Интервью-размышление с заслуженным артистом России Александром Новиковым (Театр имени Ленсовета).
– Саша, Вы петербуржец?
– Да.
– В каком поколении?
– Наверное, в третьем… В третьем.
– Принято думать, что люди в Петербурге чуть более закрыты, сдержанны…
– …растеряны и удивлены, как будто все происходит не с ними. Да, правда, петербуржцы – они так немного отстраняются, отклоняются и смотрят с удивлением.

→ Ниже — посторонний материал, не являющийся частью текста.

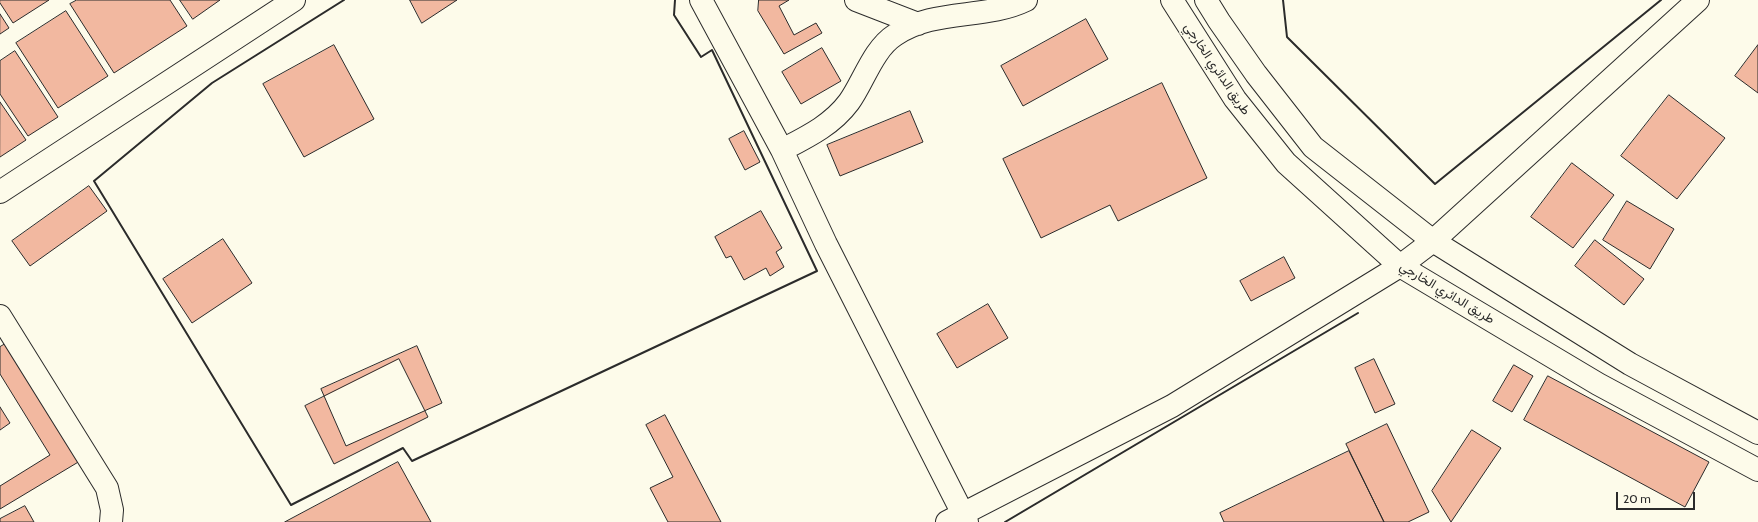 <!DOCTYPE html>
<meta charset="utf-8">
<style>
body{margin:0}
#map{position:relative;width:1758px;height:522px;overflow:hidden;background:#fdfbea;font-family:Cabin,sans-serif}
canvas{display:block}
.scale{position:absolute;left:1616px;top:492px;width:79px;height:18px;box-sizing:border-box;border:2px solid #2b2b2b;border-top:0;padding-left:5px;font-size:12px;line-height:14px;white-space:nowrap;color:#2b2b2b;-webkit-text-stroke:3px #fdfbea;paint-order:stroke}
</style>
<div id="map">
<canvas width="1758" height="522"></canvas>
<div class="scale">20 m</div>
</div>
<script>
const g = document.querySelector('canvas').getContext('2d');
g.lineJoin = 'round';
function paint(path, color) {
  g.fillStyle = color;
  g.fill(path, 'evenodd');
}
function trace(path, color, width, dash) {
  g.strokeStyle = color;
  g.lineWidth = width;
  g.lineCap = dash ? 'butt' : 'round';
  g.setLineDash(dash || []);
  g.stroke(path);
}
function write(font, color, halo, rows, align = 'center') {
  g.font = font + ' Cabin,Vazirmatn,sans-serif';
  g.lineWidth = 3;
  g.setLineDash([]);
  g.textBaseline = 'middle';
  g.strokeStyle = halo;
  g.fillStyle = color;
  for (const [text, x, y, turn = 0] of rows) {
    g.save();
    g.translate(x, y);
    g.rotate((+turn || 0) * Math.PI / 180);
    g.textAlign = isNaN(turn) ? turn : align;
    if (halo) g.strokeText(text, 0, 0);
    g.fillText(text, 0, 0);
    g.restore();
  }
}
const building = new Path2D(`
 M0,0H49L13,23L0,3Z
 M77,0H170L187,26L114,73L70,4Z
 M180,0H220L193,19Z
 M410,0H457L422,23Z
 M759,0H789L779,6L794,35L816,23L822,33L784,54L758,11Z
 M66,11L108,76L58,108L16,43Z
 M0,14L9,28L0,34Z
 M1086,19L1108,59L1023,106L1001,66Z
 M334,45L374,119L304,157L263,84Z
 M1758,45V93L1735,76Z
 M822,48L841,81L801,104L782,72Z
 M15,51L58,117L28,136L0,94V61Z
 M1162,83L1207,178L1118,221L1110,205L1041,238L1003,159Z
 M1669,95L1725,138L1677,199L1621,156Z
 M0,102L26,140L0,157Z
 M910,111L923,142L840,176L827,145Z
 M744,131L760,162L745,170L729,139Z
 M1572,163L1614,195L1573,248L1531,217Z
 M89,186L107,211L30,266L12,241Z
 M1627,201L1674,229L1650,269L1603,240Z
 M761,211L782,248L776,252L784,267L770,276L766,268L744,280L731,256L726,258L715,237Z
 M223,239L252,283L192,323L163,279Z
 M1595,240L1644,279L1624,305L1575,266Z
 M1284,257L1295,278L1251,301L1240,281Z
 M988,304L1008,338L957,368L937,334Z
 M7,343L80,461L0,509V486L50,455L0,374V347Z
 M417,346L442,403L346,446L321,389Z
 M399,359L428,417L334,464L305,406Z
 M1374,359L1395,404L1375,413L1355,368Z
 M1514,365L1533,376L1512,412L1493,401Z
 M1548,376L1709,462L1685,507L1524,420Z
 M0,407L10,423L0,430Z
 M665,415L721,522H668L650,488L673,477L646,425Z
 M1387,424L1429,512L1408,522H1384L1346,444Z
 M1472,430L1501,448L1451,522L1432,491Z
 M1349,451L1384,522H1224L1220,513Z
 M398,462L431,522H285Z
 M25,506L34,522H0V519Z`);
paint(building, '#f2b8a0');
trace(building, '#2b2b2b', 1);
const minor = new Path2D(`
 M701,0L782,150L826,244L967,522
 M856,0L918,24
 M782,150C807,137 832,125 849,102C863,83 873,49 895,35C934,8 985,20 1026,0
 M0,192L294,0
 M0,316L107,488L112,510L111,522
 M947,522L1172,406L1400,266L1433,241L1698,0`);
const major = new Path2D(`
 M1172,0L1235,99L1286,163L1400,266L1598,384L1758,470
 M1206,0L1219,21L1256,74L1313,147L1433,241L1630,364L1758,433`);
trace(minor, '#2b2b2b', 24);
trace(major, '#2b2b2b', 24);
trace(minor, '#fdfbea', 22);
trace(major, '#fdfbea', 22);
trace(new Path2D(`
 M344,0L212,83L94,181L291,505L403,448L412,461L817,271L712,50L701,57L674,15L675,0
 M1283,0L1287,37L1435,184L1661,0
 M1005,522L1358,313`), '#2b2b2b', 2);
write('13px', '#2b2b2b', '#fdfbea', [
 ["طريق الدائري الخارجي",1217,69,56],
 ["طريق الدائري الخارجي",1447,293,31]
]);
</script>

Ну а если серьезно… Для меня центр Петербурга – где-то посередине Троицкого моста. С одной стороны Петропавловка и все, что вокруг, с другой – от Финляндского вокзала и дальше… Я вот так энергетически ощущаю самый центр – там, от середины моста и до Михайловского замка. Да, вот где-то там. И главное – Нева. Такой вот город на реке. И река все определяет: и смысл города, и нерв города, и эмоцию города. И там эти странные люди… с удочками. Вот если о настоящих ленинградцах, питерцах – это же они. Они чувствуют город – не как столицу, а проще. Согласитесь, такая «обыкновенность»: вдруг, в центре стоят себе и ловят рыбу в Неве или Фонтанке…
– Однако в зрительном зале другие люди?
– В зрительном зале другие. Хотя зрительный зал – категория непостоянная. Когда я пришел в театр, а это были 90-е годы, зритель, казалось, пережидает время до поезда и спешит на Московский вокзал. Правда. По большей части это был случайный зритель. В последние годы ситуация внятно меняется в лучшую сторону, как-то даже оптимистично.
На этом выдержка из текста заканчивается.